[time-nuts] Re: Creating a D.I.Y Rubidium Atomic Clock

Magnus Danielson magnus at rubidium.se
Wed Jun 7 23:10:11 UTC 2023


Hi Rick,

Yes. The D1 and D2 lines of Rb87 and Rb85 align up so you can use Rb85 
as filter for the Rb87 to get a more efficient optical pumping of the 
Rb87 gas cell. It is mainly this property that enabled rubidium to be 
the primary gas cell atom & isotope, that enabled a much cheaper 
physical package. Today you could potentially replace the Rb85 filter 
cell with modern optical filters. The Rb85 filter is really just part of 
the lamp, but in practice many have a mix of Rb85 and Rb87 in the 
reference cell.

Then again, replace the filter with a laser diode for 780 nm that is 
steered up to the right wavelength, and you avoid the filtering 
altogether. That has a few issues of itself naturally, but they can be 
solved and is so for modern setups. Then you can use some completely 
different spieces, and look at them CSACs doing this with cesium instead.

It is interesting how very specific details steer what type of clocks is 
built. There where rubidium and thallium beams too, but they became less 
meaningful as cesium was selected. But then again, rubidium became 
popular for the folded beam-tube called fountain. Thallium could have 
been our reference, but it was harder to ionize and it was harder to 
produce the 24 GHz frequency for, so it was not very easy to replicate, 
but those drawbacks is gone with todays RF and laser technologies.

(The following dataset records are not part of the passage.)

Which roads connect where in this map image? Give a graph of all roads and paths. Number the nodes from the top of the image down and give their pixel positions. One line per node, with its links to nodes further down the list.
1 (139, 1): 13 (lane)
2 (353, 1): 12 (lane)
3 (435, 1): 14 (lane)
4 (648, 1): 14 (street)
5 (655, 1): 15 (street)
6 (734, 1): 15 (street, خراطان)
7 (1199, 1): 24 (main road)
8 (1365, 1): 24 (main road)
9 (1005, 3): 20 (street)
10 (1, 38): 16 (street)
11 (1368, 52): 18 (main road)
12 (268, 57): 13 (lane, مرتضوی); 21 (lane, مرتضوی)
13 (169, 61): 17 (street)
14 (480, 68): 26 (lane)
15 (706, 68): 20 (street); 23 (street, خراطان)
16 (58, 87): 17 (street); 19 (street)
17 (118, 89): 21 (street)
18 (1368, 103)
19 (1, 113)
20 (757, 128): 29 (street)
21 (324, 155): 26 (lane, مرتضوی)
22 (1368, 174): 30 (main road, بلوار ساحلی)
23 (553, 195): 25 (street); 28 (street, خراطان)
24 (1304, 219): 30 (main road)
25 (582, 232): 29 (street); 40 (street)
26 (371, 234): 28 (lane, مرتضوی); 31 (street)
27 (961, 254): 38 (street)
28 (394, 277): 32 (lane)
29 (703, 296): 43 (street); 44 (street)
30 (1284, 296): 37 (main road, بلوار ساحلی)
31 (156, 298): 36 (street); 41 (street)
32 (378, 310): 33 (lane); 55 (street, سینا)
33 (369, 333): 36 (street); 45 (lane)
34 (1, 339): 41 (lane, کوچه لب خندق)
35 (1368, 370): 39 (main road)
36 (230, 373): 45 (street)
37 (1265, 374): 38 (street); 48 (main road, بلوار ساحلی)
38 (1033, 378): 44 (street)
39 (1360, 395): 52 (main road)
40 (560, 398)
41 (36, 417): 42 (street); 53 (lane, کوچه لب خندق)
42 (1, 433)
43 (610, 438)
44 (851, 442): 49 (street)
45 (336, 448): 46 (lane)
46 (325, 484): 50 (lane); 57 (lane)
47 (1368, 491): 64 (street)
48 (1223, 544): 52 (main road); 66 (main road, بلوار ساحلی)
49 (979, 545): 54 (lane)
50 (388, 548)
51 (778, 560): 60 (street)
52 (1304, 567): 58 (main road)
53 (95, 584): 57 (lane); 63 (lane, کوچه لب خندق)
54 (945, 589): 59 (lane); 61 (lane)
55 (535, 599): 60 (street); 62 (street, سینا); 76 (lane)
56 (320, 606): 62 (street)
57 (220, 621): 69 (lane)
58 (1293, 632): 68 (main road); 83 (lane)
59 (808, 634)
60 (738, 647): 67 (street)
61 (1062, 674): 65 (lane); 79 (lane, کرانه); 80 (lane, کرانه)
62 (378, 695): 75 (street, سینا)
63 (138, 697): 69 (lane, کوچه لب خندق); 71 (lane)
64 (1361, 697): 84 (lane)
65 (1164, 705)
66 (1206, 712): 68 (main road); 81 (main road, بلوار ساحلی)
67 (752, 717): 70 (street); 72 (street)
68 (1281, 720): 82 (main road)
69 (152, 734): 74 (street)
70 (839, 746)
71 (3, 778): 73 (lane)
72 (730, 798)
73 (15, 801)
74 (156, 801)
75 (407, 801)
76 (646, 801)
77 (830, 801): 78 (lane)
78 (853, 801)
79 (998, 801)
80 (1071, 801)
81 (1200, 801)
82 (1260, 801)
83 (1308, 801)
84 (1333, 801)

One thing which our normal rubidiums does not handle well is the 
amplitude of optical pumping field as well as RF field will cause AC 
Stark frequency shift, those providing a mechanism for low frequency 
drift. Stabilizing these with servo loop could be among the things one 
can have a look at if one fool around.

Cheers,
Magnus

On 2023-06-07 23:45, Richard Karlquist via time-nuts wrote:
> My understanding is that the Rb85 and Rb87 isotopes happen to
> accidentally be correct to make the optical filter cell work correctly.
> I don't believe you can do this with any other atom.  It's different
> from primary atomic standards that just excite the hyperfine quantum
> transition.  In that case, you can debate about which atom or ion to
> use.
>
> ---
> Rick Karlquist
> N6RK
>
> On 2023-06-07 13:37, Marek Doršic via time-nuts wrote:
>
>>> On 7 Jun 2023, at 20:37, djl via time-nuts <time-nuts at lists.febo.com> wrote:
>>> Certainly interesting topic. Rb provides a safe approach. However, I am curious to know if anyone has explored the possibility of using other elements, specifically Indium?